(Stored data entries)

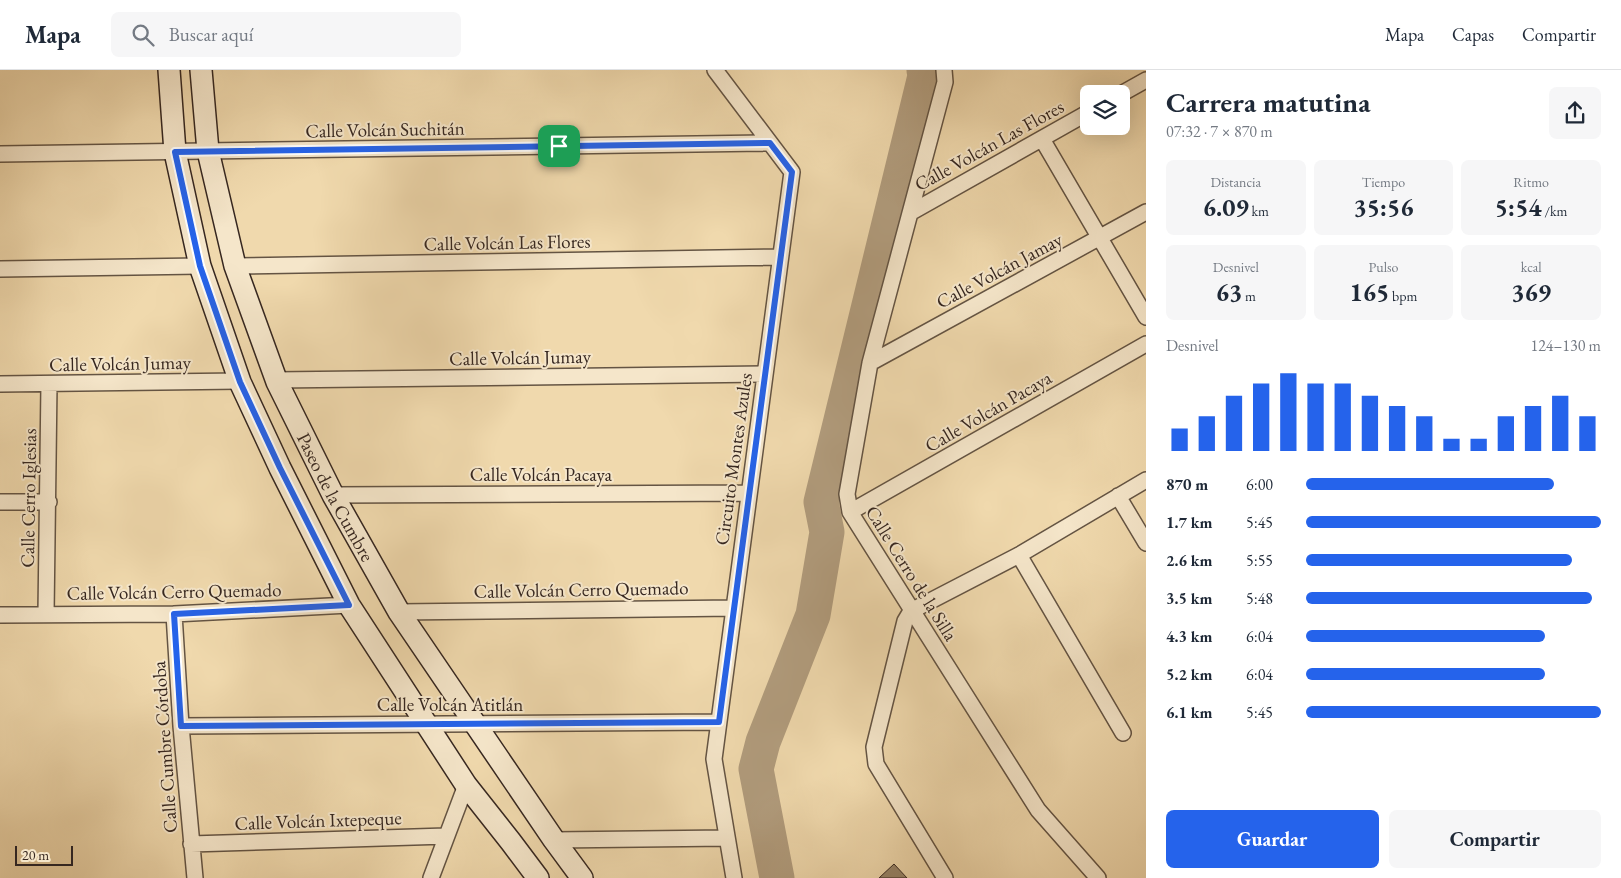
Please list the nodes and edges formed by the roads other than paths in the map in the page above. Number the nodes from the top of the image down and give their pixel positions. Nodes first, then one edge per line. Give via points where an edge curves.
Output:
1 (169, 70) edge
2 (201, 70) edge
3 (715, 70) edge
4 (944, 70) edge
5 (1146, 80) edge
6 (1130, 89) edge
7 (1080, 117) edge
8 (1042, 139) junction
9 (770, 143) junction
10 (208, 151) junction
11 (175, 152) junction
12 (0, 154) edge
13 (1146, 212) edge
14 (910, 213) junction
15 (1100, 238) junction
16 (780, 257) junction
17 (200, 266) junction
18 (235, 266) junction
19 (0, 269) edge
20 (1146, 317) edge
21 (1146, 344) edge
22 (870, 363) junction
23 (765, 374) junction
24 (276, 380) junction
25 (240, 381) junction
26 (0, 384) edge
27 (49, 384) junction
28 (1146, 480) edge
29 (749, 493) junction
30 (333, 495) junction
31 (1118, 496) junction
32 (0, 502) edge
33 (48, 502) junction
34 (850, 512) junction
35 (1146, 543) edge
36 (1019, 555) junction
37 (349, 605) junction
38 (734, 608) junction
39 (911, 611) junction
40 (399, 612) junction
41 (46, 614) junction
42 (174, 614) junction
43 (0, 615) edge
44 (719, 722) junction
45 (426, 723) junction
46 (476, 725) junction
47 (181, 726) junction
48 (1123, 733) dead end
49 (466, 785) junction
50 (446, 836) junction
51 (727, 838) junction
52 (554, 840) junction
53 (191, 844) junction
54 (195, 878) edge
55 (431, 878) edge
56 (538, 878) edge
57 (582, 878) edge
58 (734, 878) edge
59 (945, 878) edge
60 (1098, 878) edge

1 - 11 street, Paseo de la Cumbre
2 - 10 street, Paseo de la Cumbre
3 - 9 street, Circuito Montes Azules
4 - 14 street, Calle Cerro de la Silla via 945,82
5 - 6 street
7 - 8 street, Calle Volcán Las Flores
8 - 14 street, Calle Volcán Las Flores
8 - 15 street
9 - 10 street, Calle Volcán Suchitán
9 - 16 street, Circuito Montes Azules via 792,172
10 - 11 street, Calle Volcán Suchitán
10 - 18 street, Paseo de la Cumbre
11 - 12 street, Calle Volcán Suchitán
11 - 17 street, Paseo de la Cumbre
13 - 15 street, Calle Volcán Jamay
14 - 22 street, Calle Cerro de la Silla
15 - 20 street
15 - 22 street, Calle Volcán Jamay
16 - 18 street, Calle Volcán Las Flores
16 - 23 street, Circuito Montes Azules
17 - 19 street
17 - 25 street, Paseo de la Cumbre
18 - 24 street, Paseo de la Cumbre
21 - 34 street, Calle Volcán Pacaya
22 - 34 street, Calle Cerro de la Silla via 846,494
23 - 24 street, Calle Volcán Jumay
23 - 29 street, Circuito Montes Azules
24 - 30 street, Paseo de la Cumbre
25 - 27 street, Calle Volcán Jumay
25 - 37 street, Paseo de la Cumbre
26 - 27 street, Calle Volcán Jumay
27 - 33 street, Calle Cerro Iglesias
28 - 31 street
29 - 30 street, Calle Volcán Pacaya
29 - 38 street, Circuito Montes Azules
30 - 40 street, Paseo de la Cumbre
31 - 35 street
31 - 36 street
32 - 33 street
33 - 41 street, Calle Cerro Iglesias
34 - 39 street, Calle Cerro de la Silla
36 - 39 street
36 - 48 street
37 - 42 street, Calle Volcán Cerro Quemado
37 - 45 street, Paseo de la Cumbre
38 - 40 street, Calle Volcán Cerro Quemado
38 - 44 street, Circuito Montes Azules
39 - 59 street via 905,621 874,747 876,764
39 - 60 street, Calle Cerro de la Silla via 1038,810
40 - 46 street, Paseo de la Cumbre
41 - 42 street, Calle Volcán Cerro Quemado
41 - 43 street, Calle Volcán Cerro Quemado
42 - 47 street, Calle Cumbre Córdoba
44 - 46 street, Calle Volcán Atitlán
44 - 51 street, Circuito Montes Azules via 714,759
45 - 46 street, Calle Volcán Atitlán
45 - 47 street, Calle Volcán Atitlán
45 - 49 street, Paseo de la Cumbre
46 - 52 street, Paseo de la Cumbre
47 - 53 street, Calle Cumbre Córdoba
49 - 50 street
49 - 56 street, Paseo de la Cumbre
50 - 53 street, Calle Volcán Ixtepeque
50 - 55 street
51 - 52 street
51 - 58 street, Circuito Montes Azules
52 - 57 street, Paseo de la Cumbre
53 - 54 street, Calle Cumbre Córdoba

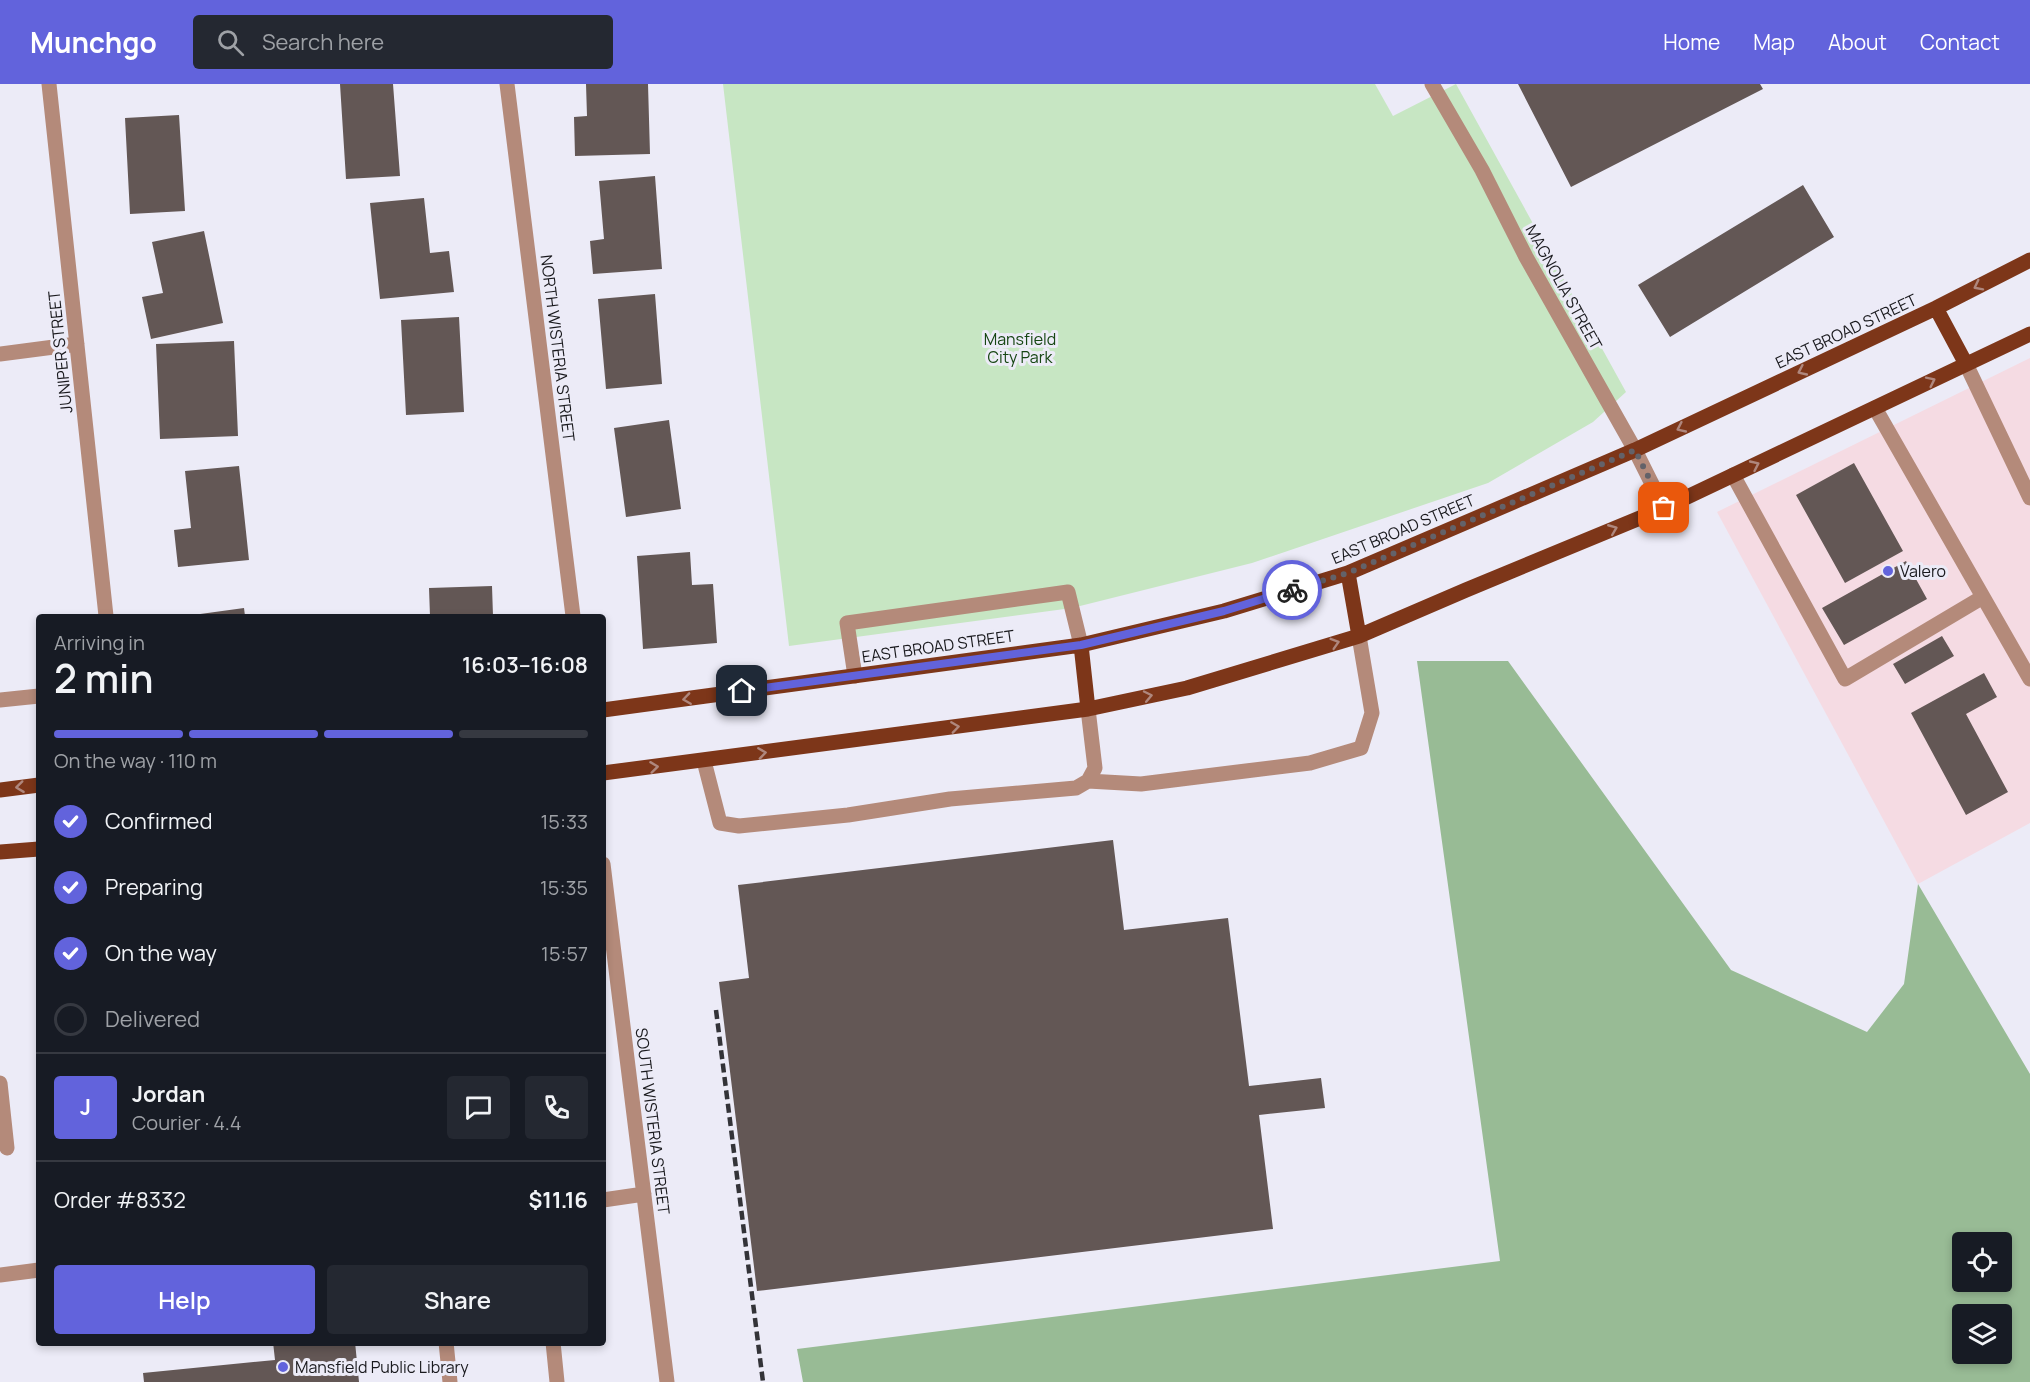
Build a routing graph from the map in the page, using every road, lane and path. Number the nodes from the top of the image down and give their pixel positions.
1 (49, 84) edge
2 (507, 84) edge
3 (1432, 84) edge
4 (2030, 260) edge
5 (1936, 308) junction
6 (2030, 334) edge
7 (77, 344) junction
8 (0, 354) edge
9 (1966, 364) junction
10 (1875, 408) junction
11 (1635, 450) junction
12 (1733, 475) junction
13 (2030, 498) edge
14 (1664, 508) junction
15 (1348, 573) junction
16 (1983, 597) junction
17 (106, 614) edge
18 (573, 614) edge
19 (1359, 636) junction
20 (1081, 645) junction
21 (855, 676) junction
22 (2030, 679) edge
23 (36, 696) edge
24 (0, 700) edge
25 (1088, 709) junction
26 (606, 710) edge
27 (704, 761) junction
28 (606, 773) edge
29 (1088, 781) junction
30 (36, 785) edge
31 (0, 790) edge
32 (36, 849) edge
33 (0, 852) edge
34 (606, 888) edge
35 (0, 1083) edge
36 (7, 1148) dead end
37 (644, 1194) junction
38 (606, 1200) edge
39 (36, 1270) edge
40 (0, 1275) edge
41 (446, 1346) edge
42 (553, 1346) edge
43 (450, 1382) edge
44 (557, 1382) edge
45 (667, 1382) edge

1 - 7 street, JUNIPER STREET
2 - 18 street, NORTH WISTERIA STREET
3 - 11 street, MAGNOLIA STREET
4 -> 5 main road, EAST BROAD STREET
5 - 9 main road
5 -> 11 main road, EAST BROAD STREET
6 - 9 main road
7 - 8 street
7 - 17 street, JUNIPER STREET
10 -> 9 main road
9 - 13 street
12 -> 10 main road
10 - 16 street
11 - 14 street, MAGNOLIA STREET
11 - 15 main road, EAST BROAD STREET
12 - 14 main road
12 - 16 street
19 -> 14 main road
15 - 19 main road
15 - 20 main road, EAST BROAD STREET
16 - 22 street
25 -> 19 main road
19 - 29 street
20 - 21 main road, EAST BROAD STREET
20 - 21 street
20 - 25 main road
21 -> 26 main road, EAST BROAD STREET
23 - 24 street
27 -> 25 main road
25 - 29 street
28 -> 27 main road
27 - 29 street
30 -> 31 main road
32 - 33 main road
34 - 37 street, SOUTH WISTERIA STREET
35 - 36 street
37 - 38 street
37 - 45 street, SOUTH WISTERIA STREET
39 - 40 street
41 - 43 street
42 - 44 street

What is expected: Your answer should be every line above that contains the word "Pacaya".

Answer box:
21 - 34 street, Calle Volcán Pacaya
29 - 30 street, Calle Volcán Pacaya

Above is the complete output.